**Description of the task**
For the listing below, state how many lines include "graph". The number alone is the answer.
BEGIN Data section
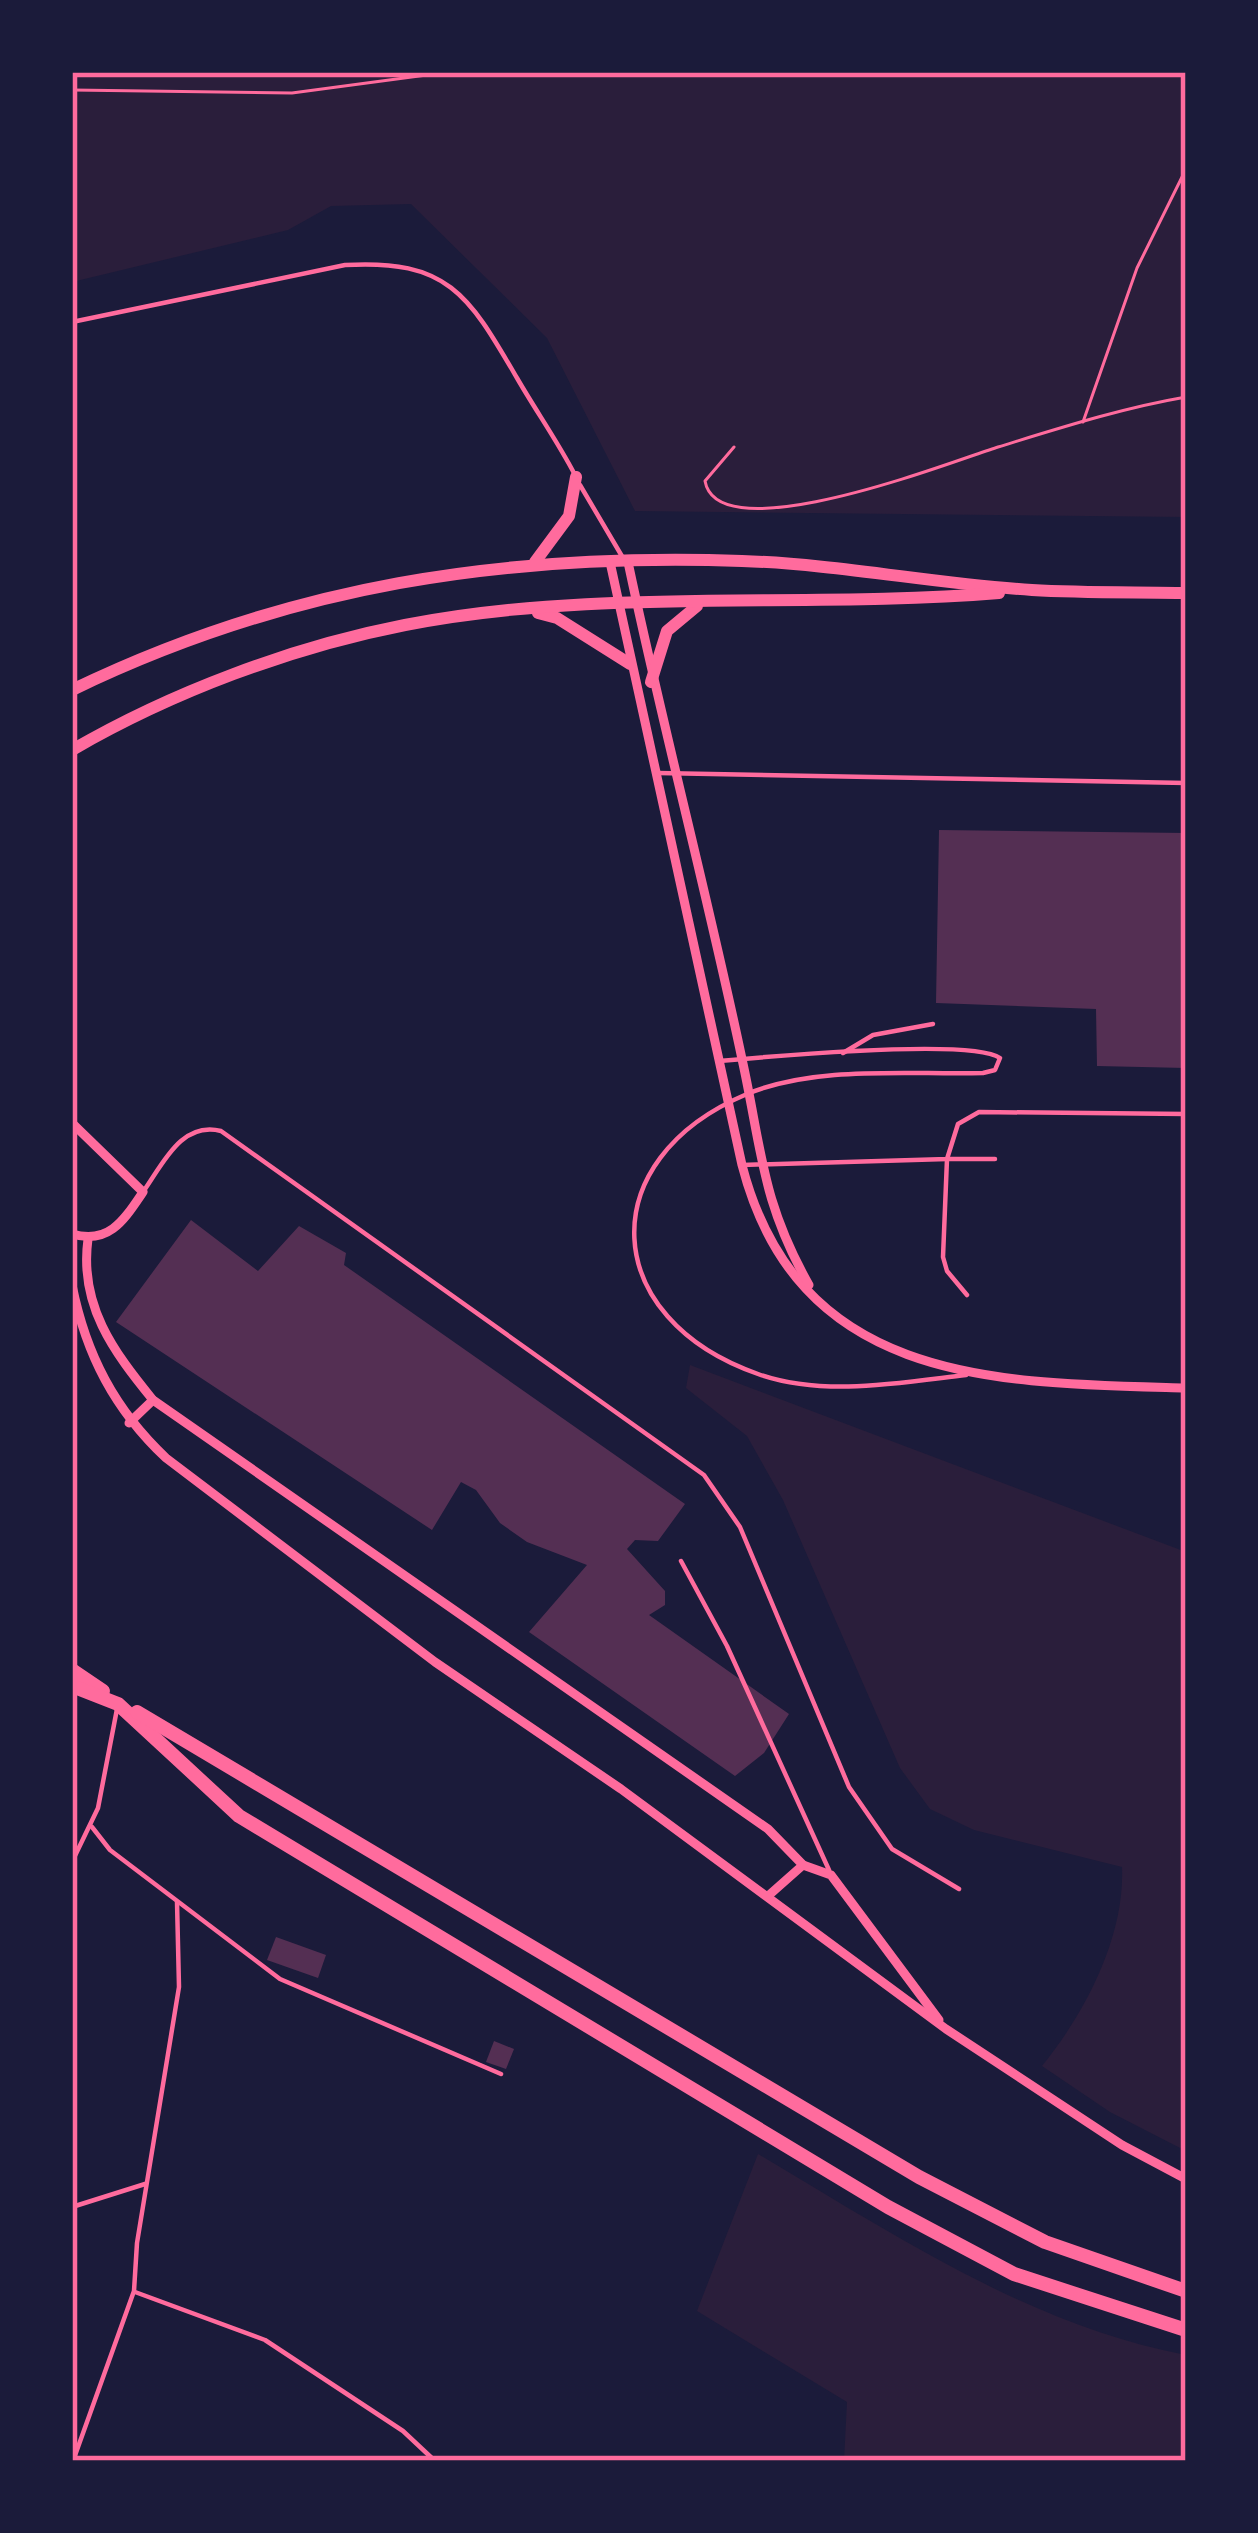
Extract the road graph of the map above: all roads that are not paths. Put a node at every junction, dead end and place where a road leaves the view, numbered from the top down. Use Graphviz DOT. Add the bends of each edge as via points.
graph roads {
  1 [pos="72,322"];
  2 [pos="576,477"];
  3 [pos="612,555"];
  4 [pos="535,562"];
  5 [pos="628,562"];
  6 [pos="1032,590"];
  7 [pos="1186,593"];
  8 [pos="619,605"];
  9 [pos="637,605"];
  10 [pos="698,605"];
  11 [pos="526,610"];
  12 [pos="630,664"];
  13 [pos="651,682"];
  14 [pos="72,690"];
  15 [pos="72,750"];
  16 [pos="673,772"];
  17 [pos="655,773"];
  18 [pos="1186,783"];
  19 [pos="933,1024"];
  20 [pos="843,1053"];
  21 [pos="742,1059"];
  22 [pos="719,1061"];
  23 [pos="1186,1114"];
  24 [pos="72,1123"];
  25 [pos="947,1159"];
  26 [pos="759,1160"];
  27 [pos="995,1160"];
  28 [pos="742,1165"];
  29 [pos="143,1192"];
  30 [pos="72,1234"];
  31 [pos="88,1239"];
  32 [pos="72,1285"];
  33 [pos="814,1294"];
  34 [pos="967,1295"];
  35 [pos="966,1375"];
  36 [pos="1186,1388"];
  37 [pos="153,1400"];
  38 [pos="129,1423"];
  39 [pos="681,1561"];
  40 [pos="72,1670"];
  41 [pos="72,1686"];
  42 [pos="118,1704"];
  43 [pos="92,1827"];
  44 [pos="72,1862"];
  45 [pos="803,1865"];
  46 [pos="831,1876"];
  47 [pos="959,1889"];
  48 [pos="768,1896"];
  49 [pos="177,1902"];
  50 [pos="946,2029"];
  51 [pos="501,2074"];
  52 [pos="1186,2179"];
  53 [pos="146,2184"];
  54 [pos="72,2207"];
  55 [pos="134,2291"];
  56 [pos="1186,2291"];
  57 [pos="1186,2330"];
  58 [pos="73,2461"];
  59 [pos="435,2461"];
  1 -- 2 [label="lane" via="345,265 422,270 477,308"];
  2 -- 3 [label="lane"];
  2 -- 4 [label="street" via="569,516"];
  3 -- 4 [label="street"];
  3 -- 5 [label="street"];
  3 -- 8 [label="street"];
  4 -- 14 [label="street" via="264,611"];
  5 -- 6 [label="street" via="744,561"];
  5 -- 9 [label="street"];
  6 -- 7 [label="street"];
  6 -- 10 [label="street"];
  8 -- 9 [label="street"];
  8 -- 11 [label="street"];
  8 -- 12 [label="street"];
  9 -- 10 [label="street"];
  9 -- 13 [label="street"];
  10 -- 13 [label="street" via="667,631"];
  11 -- 12 [label="street" via="557,618"];
  11 -- 15 [label="street" via="335,643 171,702"];
  12 -- 17 [label="street"];
  13 -- 16 [label="street"];
  16 -- 17 [label="lane"];
  16 -- 18 [label="lane"];
  16 -- 21 [label="street"];
  17 -- 22 [label="street"];
  19 -- 20 [label="lane" via="873,1035"];
  20 -- 21 [label="lane"];
  20 -- 35 [label="lane" via="997,1055 998,1067 767,1088 676,1136 641,1187 632,1240 645,1287 675,1329 729,1363 789,1381 866,1385"];
  21 -- 22 [label="lane"];
  21 -- 26 [label="street"];
  22 -- 28 [label="street"];
  23 -- 25 [label="lane" via="979,1112 958,1124"];
  24 -- 29 [label="street"];
  25 -- 26 [label="lane"];
  25 -- 27 [label="lane"];
  25 -- 34 [label="lane" via="943,1257"];
  26 -- 28 [label="lane"];
  26 -- 33 [label="street" via="773,1213"];
  28 -- 33 [label="street" via="772,1245"];
  29 -- 31 [label="street" via="118,1226"];
  29 -- 47 [label="lane" via="187,1133 221,1131 704,1475 740,1527 849,1787 892,1849"];
  30 -- 31 [label="street"];
  31 -- 37 [label="street" via="86,1273 100,1325"];
  32 -- 38 [label="street" via="95,1360"];
  33 -- 35 [label="street" via="892,1348"];
  35 -- 36 [label="street"];
  37 -- 38 [label="street"];
  37 -- 45 [label="street" via="749,1816"];
  38 -- 48 [label="street" via="435,1662"];
  39 -- 46 [label="lane"];
  40 -- 56 [label="main road" via="920,2177 1045,2242"];
  41 -- 42 [label="main road"];
  42 -- 43 [label="lane"];
  42 -- 57 [label="main road" via="239,1816 888,2207 1014,2274"];
  43 -- 44 [label="lane"];
  43 -- 49 [label="lane"];
  45 -- 46 [label="street"];
  45 -- 48 [label="street"];
  46 -- 50 [label="street"];
  48 -- 50 [label="street"];
  49 -- 51 [label="lane" via="302,1992"];
  49 -- 53 [label="lane" via="178,1987"];
  50 -- 52 [label="street"];
  53 -- 54 [label="lane"];
  53 -- 55 [label="lane"];
  55 -- 58 [label="lane"];
  55 -- 59 [label="lane" via="266,2340"];
}
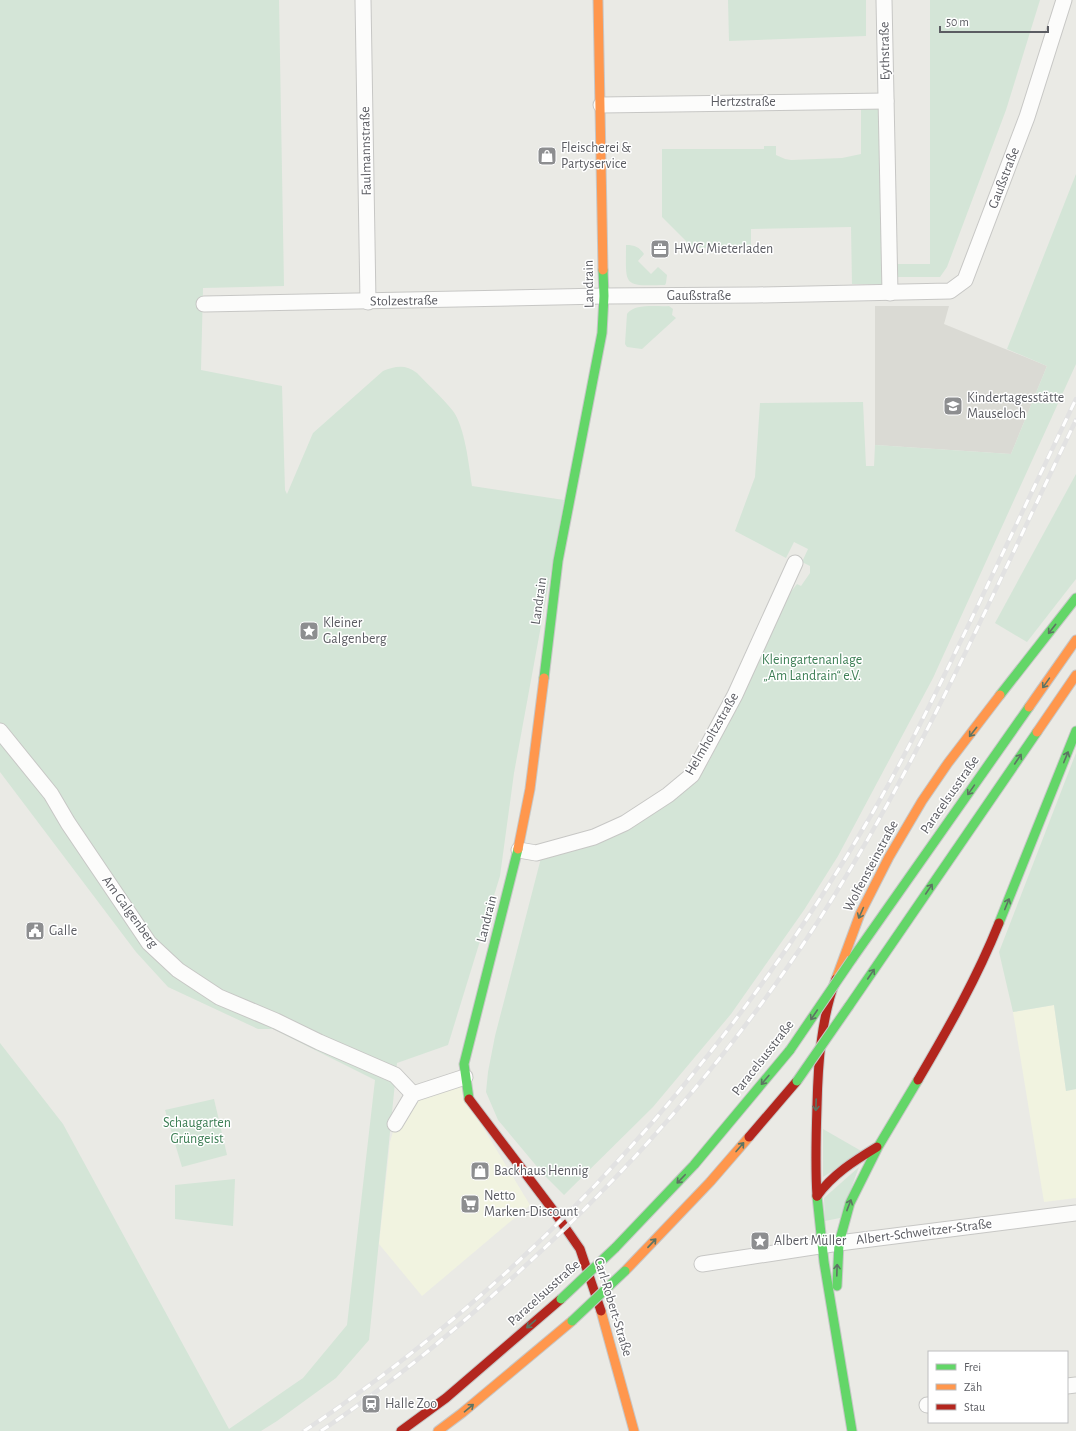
END Data section
**Result for this task**
2